The Women’s Christian Temperance Union, having brewed a new campaign against sale of liquor to the armed forces, last week pulled the cork with a pop. In Boston, Mrs. D. Leigh Colvin, W.C.T.U. president, handed out excerpts from a letter written to an American prohibitionist last January by Mitsuo Fuchida, Japanese naval air captain who led the air attack on Pearl Harbor. Under the heading “No More Pearl Harbors and No More Drinking,” Teetotaler Fuchida wrote: “Because of my subordinate position, I did not know at the time why the Japanese high command chose that day. After the war’s termination, I checked up . . . The Japanese high command expected on Sunday morning the American fleet would be crippled for fighting by the drinking of Saturday. In fact, the Saturday night before the attack, we, aviators, also expected through the Honolulu radio that there would be very much drinking among American seamen and soldiers. It might be payday and the drink-shops would be running full steam.
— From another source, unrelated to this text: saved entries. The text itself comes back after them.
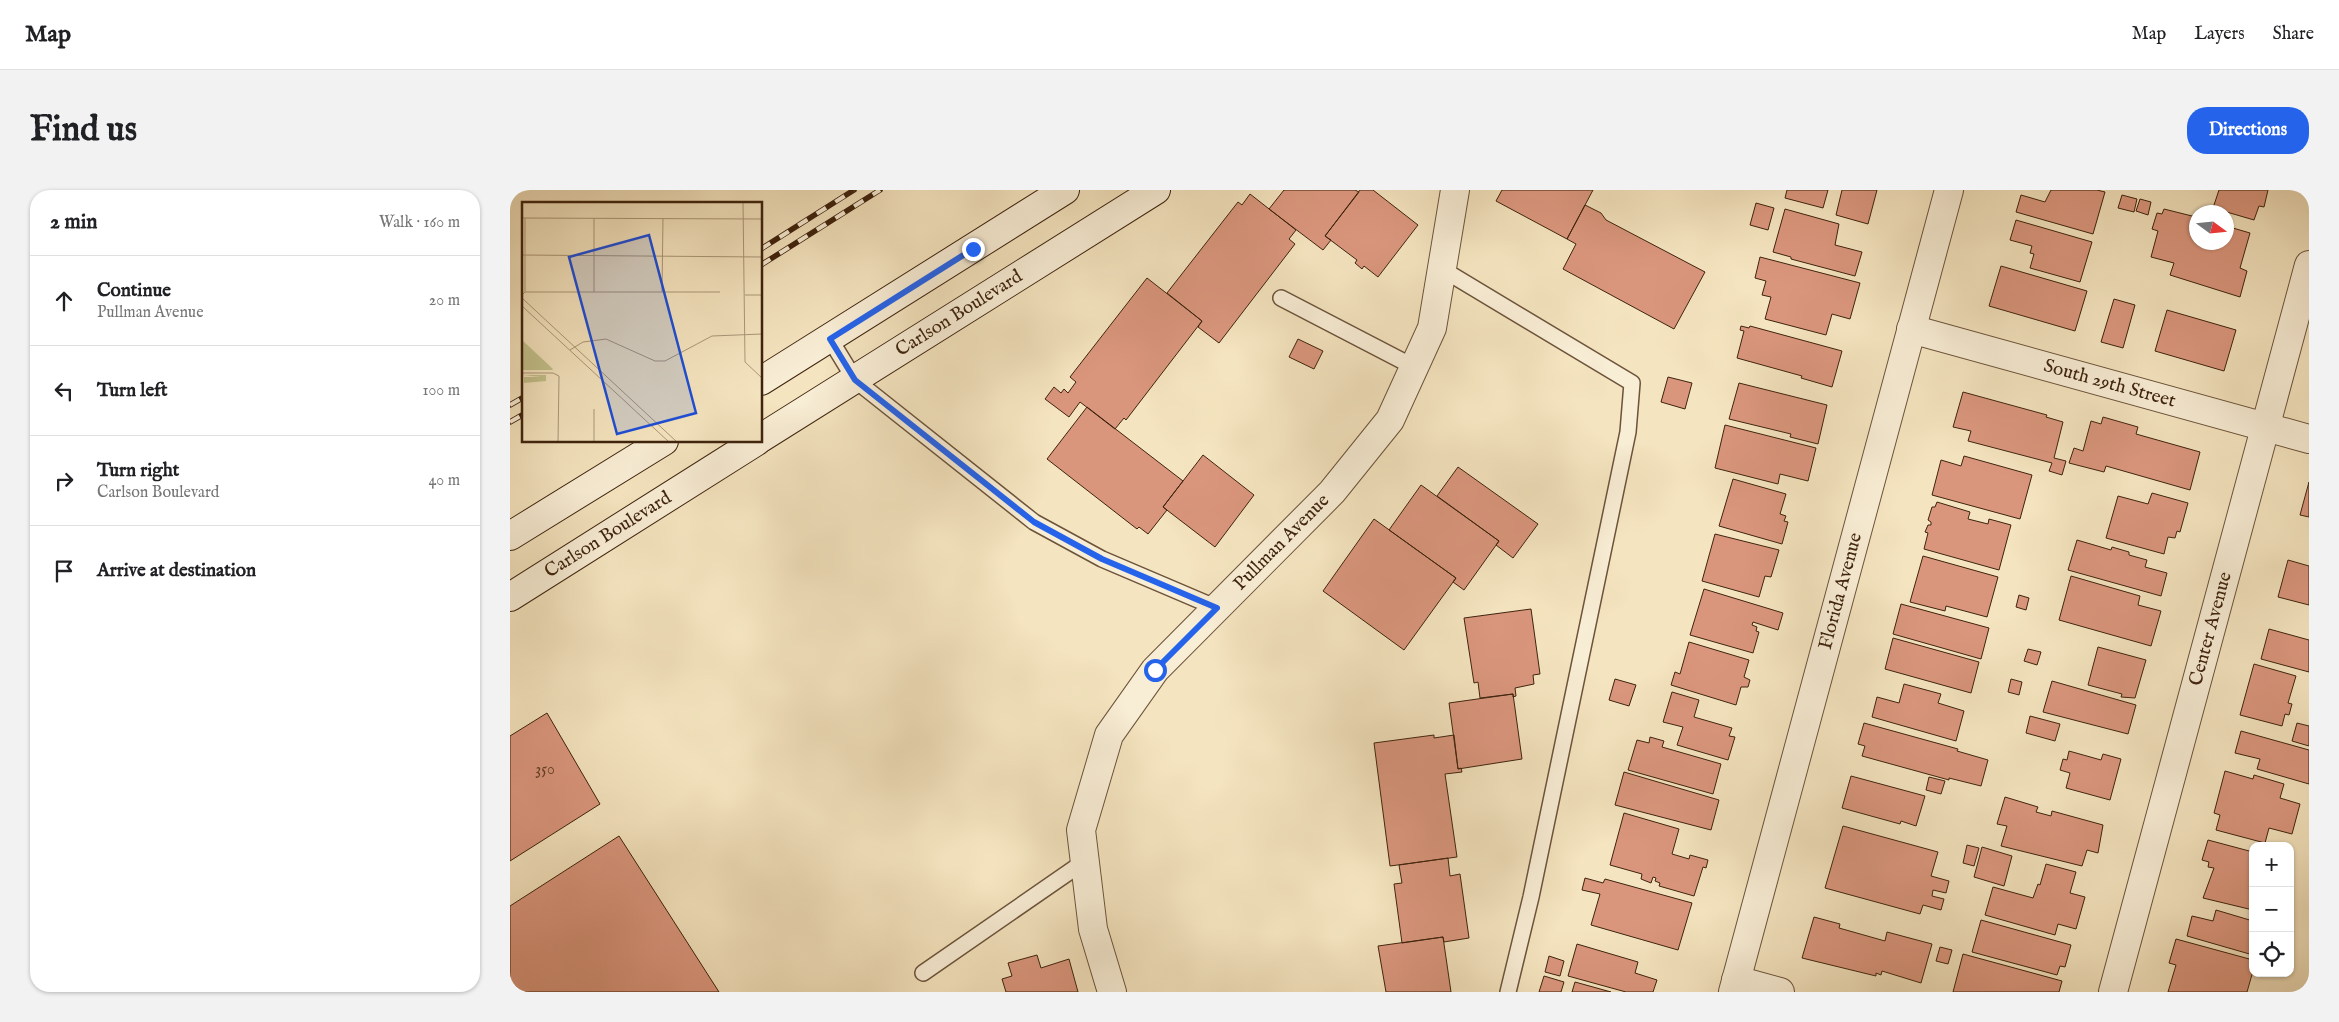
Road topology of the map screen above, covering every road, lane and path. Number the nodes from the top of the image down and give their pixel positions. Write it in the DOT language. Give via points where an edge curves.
graph roads {
  1 [pos="1065,190"];
  2 [pos="1156,190"];
  3 [pos="1456,190"];
  4 [pos="1949,190"];
  5 [pos="2309,265"];
  6 [pos="1442,269"];
  7 [pos="1280,298"];
  8 [pos="1911,329"];
  9 [pos="830,339"];
  10 [pos="1414,367"];
  11 [pos="762,380"];
  12 [pos="855,380"];
  13 [pos="2265,427"];
  14 [pos="762,437"];
  15 [pos="2309,439"];
  16 [pos="662,442"];
  17 [pos="755,442"];
  18 [pos="510,536"];
  19 [pos="510,596"];
  20 [pos="1217,608"];
  21 [pos="1084,860"];
  22 [pos="923,973"];
  23 [pos="1735,986"];
  24 [pos="1112,992"];
  25 [pos="1508,992"];
  26 [pos="1780,992"];
  27 [pos="2112,992"];
  1 -- 9 [label="street"];
  2 -- 12 [label="street, Carlson Boulevard"];
  3 -- 6 [label="street, Pullman Avenue"];
  4 -- 8 [label="street, Florida Avenue"];
  5 -- 13 [label="street, Center Avenue"];
  6 -- 10 [label="street, Pullman Avenue" via="1432,328"];
  6 -- 25 [label="lane" via="1632,383 1628,432 1531,897"];
  7 -- 10 [label="lane"];
  8 -- 13 [label="street, South 29th Street"];
  8 -- 23 [label="street, Florida Avenue"];
  9 -- 11 [label="street"];
  9 -- 12 [label="lane"];
  10 -- 20 [label="street, Pullman Avenue" via="1390,420 1332,492"];
  12 -- 14 [label="street, Carlson Boulevard"];
  12 -- 20 [label="lane" via="1034,522 1102,559"];
  13 -- 15 [label="street, South 29th Street"];
  13 -- 27 [label="street, Center Avenue"];
  16 -- 18 [label="street"];
  17 -- 19 [label="street, Carlson Boulevard"];
  20 -- 21 [label="street, Pullman Avenue" via="1155,670 1109,735 1081,830"];
  21 -- 22 [label="lane"];
  21 -- 24 [label="street, Pullman Avenue" via="1093,929"];
  23 -- 26 [label="street"];
}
We heard jazz from the Honolulu radio through the night. We smiled because we knew very well for the result . . . There would be oversleeping and unpreparedness.”

Against the Fuchida-W.C.T.U. analysis there still stood the conclusion of the Government’s Pearl Harbor investigation commission: liquor did not play a noteworthy part in the debacle of Pearl Harbor. The sad truth was that the forces on Oahu had been no better prepared Saturday morning than Sunday morning.